Michael Mendoza

No. 18
- Position: Quarterback

Personal information
- Listed height: 6 ft 0 in (1.83 m)
- Listed weight: 200 lb (91 kg)

Career information
- High school: Bishop Montgomery (Torrance, California)
- College: Los Angeles Harbor (1981–1982); Northern Arizona (1983–1984);
- NFL draft: 1985: undrafted

Career history
- Los Angeles Raiders (1985)*; Ottawa Rough Riders (1986)*; Los Angeles Cobras (1988);
- * Offseason or practice squad member only

Career AFL statistics
- Comp. / Att.: 26 / 48
- Passing yards: 269
- TD–INT: 4–2
- QB rating: 74.05
- Stats at ArenaFan.com

= Michael Mendoza =

American gridiron football player

Michael Mendoza is an American former football quarterback who played one season with the Los Angeles Cobras of the Arena Football League. He first enrolled at Los Angeles Harbor College before transferring to Northern Arizona University. He attended Bishop Montgomery High School in Torrance, California. Mendoza was also a member of the Los Angeles Raiders and Ottawa Rough Riders.

==Early life==
Mendoza played high school football at Bishop Montgomery High School and was named the offensive player of the year in the Angelus League in 1981.

==College career==
Mendoza played his first two seasons of college football for the Los Angeles Harbor Seahawks of Los Angeles Harbor College. He led the Seahawks to two Southern California Athletic Conference titles and a pair of post-season bowl berths. He then transferred to Northern Arizona University in 1983 to play for the Northern Arizona Lumberjacks and was named the Big Sky Conference's Newcomer of the Year. Mendoza completed 453 of 769 passes for 4,882 yards and 29 touchdowns during his two seasons as a starter at Northern Arizona.
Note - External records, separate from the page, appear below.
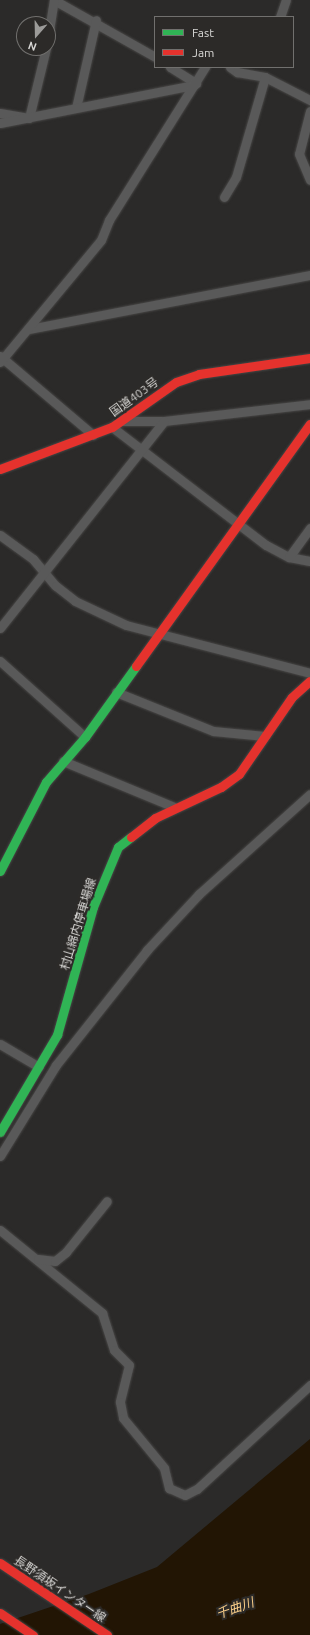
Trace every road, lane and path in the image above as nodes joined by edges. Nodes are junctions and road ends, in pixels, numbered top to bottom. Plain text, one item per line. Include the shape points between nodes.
1 (54, 0) edge
2 (286, 0) edge
3 (51, 16) edge
4 (280, 16) edge
5 (96, 20) junction
6 (44, 56) edge
7 (154, 56) edge
8 (171, 68) edge
9 (204, 68) edge
10 (231, 68) edge
11 (264, 73) edge
12 (195, 84) junction
13 (310, 100) edge
14 (76, 108) junction
15 (310, 111) edge
16 (0, 112) edge
17 (29, 118) junction
18 (0, 123) edge
19 (310, 180) edge
20 (224, 197) dead end
21 (310, 275) edge
22 (29, 329) junction
23 (310, 358) edge
24 (1, 359) edge
25 (310, 404) edge
26 (122, 421) junction
27 (164, 421) junction
28 (310, 424) edge
29 (112, 427) junction
30 (93, 435) junction
31 (141, 449) junction
32 (0, 469) edge
33 (238, 522) junction
34 (310, 528) edge
35 (0, 535) edge
36 (289, 557) junction
37 (310, 561) edge
38 (45, 575) junction
39 (0, 628) edge
40 (159, 634) junction
41 (0, 661) edge
42 (310, 674) edge
43 (310, 681) edge
44 (116, 692) junction
45 (265, 736) junction
46 (85, 737) junction
47 (62, 761) junction
48 (310, 794) edge
49 (174, 807) junction
50 (0, 871) edge
51 (0, 1044) edge
52 (39, 1067) junction
53 (0, 1132) edge
54 (0, 1156) edge
55 (107, 1201) dead end
56 (0, 1230) edge
57 (35, 1258) junction
58 (310, 1385) edge
59 (0, 1563) edge
60 (0, 1612) edge
61 (33, 1635) edge
62 (107, 1635) edge

1 - 3 street
1 - 5 street
2 - 4 street
5 - 7 street
5 - 14 street
6 - 17 street
8 - 12 street
9 - 12 street
10 - 11 street via 237,72
11 - 13 street
11 - 20 street via 236,177
12 - 14 street
12 - 22 street via 109,220 101,240
14 - 17 street
15 - 19 street via 299,154
16 - 17 street
17 - 18 street
21 - 22 street
22 - 24 street
23 - 26 main road, 国道403号 via 199,374 159,391
24 - 30 street
25 - 27 street
26 - 27 street
26 - 29 main road, 国道403号
27 - 31 street
28 - 33 main road
29 - 30 main road, 国道403号
29 - 31 street
30 - 32 main road, 国道403号
31 - 33 street
31 - 38 street
33 - 36 street
33 - 40 main road
34 - 36 street
35 - 38 street via 33,559
36 - 37 street
38 - 39 street
38 - 40 street via 75,601 126,626
40 - 42 street
40 - 44 main road
41 - 46 street
43 - 45 main road, 村山綿内停車場線 via 292,697
44 - 45 street via 213,731
44 - 46 main road
45 - 49 main road, 村山綿内停車場線 via 239,774 222,787
46 - 47 main road
47 - 49 street
47 - 50 main road via 46,782
48 - 54 street via 199,894 147,950 56,1065
49 - 52 main road, 村山綿内停車場線 via 132,834 109,865 57,1035
51 - 52 street
52 - 53 main road, 村山綿内停車場線
55 - 57 street via 79,1239 55,1261
56 - 57 street
57 - 58 street via 102,1313 114,1350 129,1365 120,1402 123,1418 164,1468 169,1488 185,1495 197,1489
59 - 62 main road, 長野須坂インター線
60 - 61 main road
While attending NAU he was a member of Sigma Pi fraternity.

==Professional career==

Mendoza spent time with the Los Angeles Raiders during training camp in 1985 after passing up an offer to play for the Denver Gold of the USFL. However, he was released before appearing in any preseason games.
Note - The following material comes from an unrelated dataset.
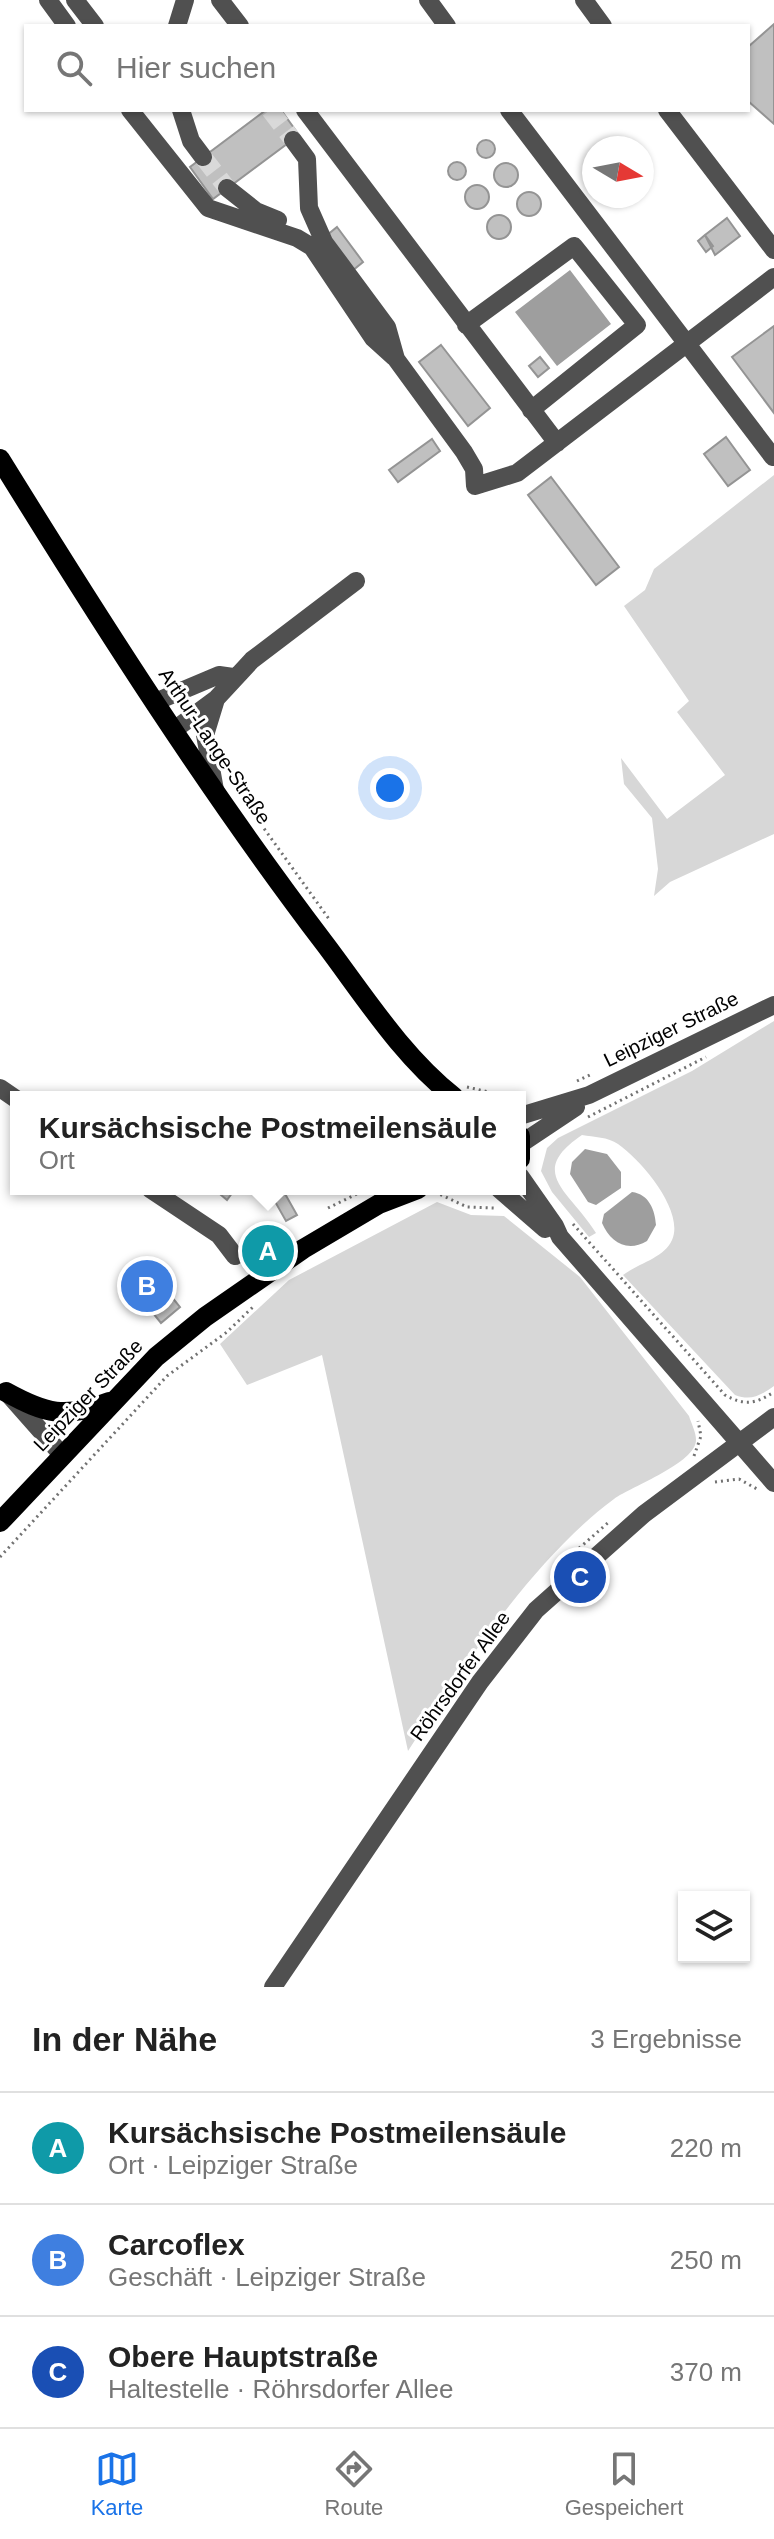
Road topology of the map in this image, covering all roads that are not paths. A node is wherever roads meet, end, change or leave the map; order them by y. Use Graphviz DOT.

Mendoza was a member of the Ottawa Rough Riders for a week before being released by the team on May 20, 1986.

Mendoza signed with the Los Angeles Cobras on June 9, 1988. He was placed on the team's taxi squad for his first game as a member of the Cobras on June 10 against the Detroit Drive. He was promoted to the active roster on June 23, 1988. Mendoza passed for 269 yards and four touchdowns in relief of starting quarterback Matt Stevens in a 37–37 tie against the Chicago Bruisers on July 14, 1988. Michael threw a 15-yard touchdown to Joe Kelly with 11 seconds left in regulation to tie the game. The Cobras' Nick Mike-Mayer then missed a 31-yard field goal with 46 seconds remaining in overtime. Mendoza appeared in the 1989 movie Kinjite: Forbidden Subjects as the movie contains a scene that is filmed during a live game between the Cobras and Bruisers. His name is audibly mentioned by the game's public address announcer. Michael worked as a loan representative prior to signing with the Cobras.